L'un des avantages du festival FNAC Live est de pouvoir assister à quelques concerts exclusifs afin d'en profiter dans un cadre idyllique, presque irréel. Ainsi, pour ce premier jour de festival, les fans de guitares n'avaient pas d'autres choix que de décrocher tant bien que mal une invitation pour assister dans des conditions privilégiées au concert de Warhaus et Beck. Deux noms qui viennent contraster avec la programmation du jour, ce qui explique qu'il soit nécessaire alors de réserver ces incroyables moments à une petite poignée de passionnés.
C'est donc un parterre assis sagement en rang d'oignon qui accueille
Warhaus, alias Maarten Devoldere, membre fondateur de Balthazar qui tente une nouvelle échappée en solo avec son troisième album
Ha Ha Heartbreak. Les belges de Bathazar ne sont pas des inconnus dans notre belle contrée, le groupe se produisant régulièrement chez nous. Maarten Devoldere prend ainsi place dans une salle garnie tant de fans plus que de curieux, et nous propose un concert de quarante-cinq minutes qui oscille entre pop de chambre et rock glacé, le tout porté par le chant grave et profond du musicien. Accompagné de trois musiciens, on retrouve ce soir l'aspect torturé du dernier disque aux thèmes mélancoliques car s'agissant de rupture amoureuse mais la grâce de l'interprétation, avec la présence des instruments à vent et à cordes ainsi que de quelques percussions et des langoureuses boucles de synthé, rendent le moment doux et apaisant.
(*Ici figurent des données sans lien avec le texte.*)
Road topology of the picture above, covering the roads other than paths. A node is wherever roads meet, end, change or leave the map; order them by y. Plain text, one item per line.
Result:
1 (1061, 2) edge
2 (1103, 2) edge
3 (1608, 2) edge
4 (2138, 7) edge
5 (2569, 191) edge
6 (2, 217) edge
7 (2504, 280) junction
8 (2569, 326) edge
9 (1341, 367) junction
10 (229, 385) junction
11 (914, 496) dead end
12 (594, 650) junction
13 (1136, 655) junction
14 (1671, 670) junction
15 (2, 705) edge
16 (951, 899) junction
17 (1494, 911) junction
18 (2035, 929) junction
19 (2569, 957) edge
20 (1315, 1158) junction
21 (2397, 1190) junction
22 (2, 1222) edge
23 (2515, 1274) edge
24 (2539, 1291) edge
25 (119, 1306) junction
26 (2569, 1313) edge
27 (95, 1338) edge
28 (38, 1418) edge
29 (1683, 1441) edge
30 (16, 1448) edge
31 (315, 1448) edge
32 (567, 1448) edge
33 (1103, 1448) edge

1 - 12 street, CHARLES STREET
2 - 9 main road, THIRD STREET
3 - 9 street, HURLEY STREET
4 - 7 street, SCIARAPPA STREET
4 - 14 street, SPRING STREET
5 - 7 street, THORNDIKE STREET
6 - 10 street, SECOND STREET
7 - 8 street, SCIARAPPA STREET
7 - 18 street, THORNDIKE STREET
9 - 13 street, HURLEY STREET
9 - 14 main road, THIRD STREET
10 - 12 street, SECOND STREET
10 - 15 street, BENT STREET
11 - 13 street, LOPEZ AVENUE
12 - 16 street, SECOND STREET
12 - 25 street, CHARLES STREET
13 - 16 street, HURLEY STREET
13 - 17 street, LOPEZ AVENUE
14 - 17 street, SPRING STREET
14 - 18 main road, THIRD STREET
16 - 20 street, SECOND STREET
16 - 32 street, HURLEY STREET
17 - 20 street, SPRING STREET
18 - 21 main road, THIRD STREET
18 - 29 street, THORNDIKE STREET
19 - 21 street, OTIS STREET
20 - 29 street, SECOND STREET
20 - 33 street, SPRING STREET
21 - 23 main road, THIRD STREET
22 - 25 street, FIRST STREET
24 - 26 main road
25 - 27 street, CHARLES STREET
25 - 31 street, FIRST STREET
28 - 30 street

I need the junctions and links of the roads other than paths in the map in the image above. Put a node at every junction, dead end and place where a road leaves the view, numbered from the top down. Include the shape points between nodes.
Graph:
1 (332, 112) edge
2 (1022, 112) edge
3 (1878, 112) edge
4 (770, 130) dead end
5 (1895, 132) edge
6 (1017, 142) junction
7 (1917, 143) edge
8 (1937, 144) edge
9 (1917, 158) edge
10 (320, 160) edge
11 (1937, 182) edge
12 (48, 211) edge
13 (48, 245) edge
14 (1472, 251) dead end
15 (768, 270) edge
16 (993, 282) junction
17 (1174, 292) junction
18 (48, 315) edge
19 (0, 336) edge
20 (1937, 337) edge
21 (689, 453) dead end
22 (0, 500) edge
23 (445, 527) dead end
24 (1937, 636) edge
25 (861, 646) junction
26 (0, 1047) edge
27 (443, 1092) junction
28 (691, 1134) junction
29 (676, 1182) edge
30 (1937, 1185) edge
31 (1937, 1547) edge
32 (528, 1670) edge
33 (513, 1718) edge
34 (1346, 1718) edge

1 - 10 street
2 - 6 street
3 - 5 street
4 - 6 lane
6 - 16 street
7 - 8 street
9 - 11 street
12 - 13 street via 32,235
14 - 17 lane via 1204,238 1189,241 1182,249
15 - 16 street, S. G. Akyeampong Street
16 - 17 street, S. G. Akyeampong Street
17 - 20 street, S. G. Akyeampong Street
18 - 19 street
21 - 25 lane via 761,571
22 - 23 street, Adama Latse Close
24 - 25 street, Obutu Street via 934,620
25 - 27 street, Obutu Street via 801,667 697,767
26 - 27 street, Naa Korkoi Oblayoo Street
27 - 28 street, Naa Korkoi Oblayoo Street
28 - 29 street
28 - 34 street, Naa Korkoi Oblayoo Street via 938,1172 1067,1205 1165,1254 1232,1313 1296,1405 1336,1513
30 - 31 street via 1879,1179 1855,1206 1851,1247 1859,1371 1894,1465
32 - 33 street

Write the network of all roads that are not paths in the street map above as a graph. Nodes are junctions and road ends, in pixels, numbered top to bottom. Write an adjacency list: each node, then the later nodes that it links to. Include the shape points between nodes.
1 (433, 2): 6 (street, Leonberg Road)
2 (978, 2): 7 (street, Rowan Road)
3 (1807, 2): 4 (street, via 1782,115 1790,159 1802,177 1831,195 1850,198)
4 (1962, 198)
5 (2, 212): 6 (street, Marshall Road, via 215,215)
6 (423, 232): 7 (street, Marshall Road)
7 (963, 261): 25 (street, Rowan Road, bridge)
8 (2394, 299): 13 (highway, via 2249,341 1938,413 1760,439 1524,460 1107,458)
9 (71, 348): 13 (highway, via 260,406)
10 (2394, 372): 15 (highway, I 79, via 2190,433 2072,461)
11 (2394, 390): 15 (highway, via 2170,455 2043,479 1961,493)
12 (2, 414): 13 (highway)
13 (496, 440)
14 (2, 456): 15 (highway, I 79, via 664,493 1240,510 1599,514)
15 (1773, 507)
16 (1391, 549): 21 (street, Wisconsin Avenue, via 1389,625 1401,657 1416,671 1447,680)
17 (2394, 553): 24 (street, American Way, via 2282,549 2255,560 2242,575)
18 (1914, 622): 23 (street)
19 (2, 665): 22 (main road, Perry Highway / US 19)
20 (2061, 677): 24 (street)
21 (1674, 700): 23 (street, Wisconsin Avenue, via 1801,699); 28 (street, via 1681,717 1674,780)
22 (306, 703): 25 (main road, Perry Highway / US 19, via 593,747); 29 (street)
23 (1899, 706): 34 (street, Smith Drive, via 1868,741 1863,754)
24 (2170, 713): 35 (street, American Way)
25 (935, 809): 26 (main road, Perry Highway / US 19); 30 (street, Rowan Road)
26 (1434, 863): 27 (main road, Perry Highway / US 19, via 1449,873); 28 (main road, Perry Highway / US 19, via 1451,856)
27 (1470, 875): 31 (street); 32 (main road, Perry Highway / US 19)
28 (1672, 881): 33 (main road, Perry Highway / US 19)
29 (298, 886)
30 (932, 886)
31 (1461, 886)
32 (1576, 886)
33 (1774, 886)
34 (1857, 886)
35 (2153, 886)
Maarten Devoldere a une sacrée présence sur scène. Se mouvant avec beaucoup de grâce, il sait capter toute l'attention du public malgré que ce dernier soit un peu éloigné de lui. Cela n'empêche pas le chanteur de communiquer avec les présents, les titres défilants et les spectateurs captant bien l'esprit dandy suranné qui règne sur les albums de l'artiste. C'est une pop élégante jusqu'au bout des ongles, avec beaucoup de références aux maîtres du genre tels Serge Gainsbourg ou Leonard Cohen qui se distille lentement mais sûrement dans les salons dorés de l'hôtel de Ville, les spectateurs réservant une standing ovation sur le dernier titre.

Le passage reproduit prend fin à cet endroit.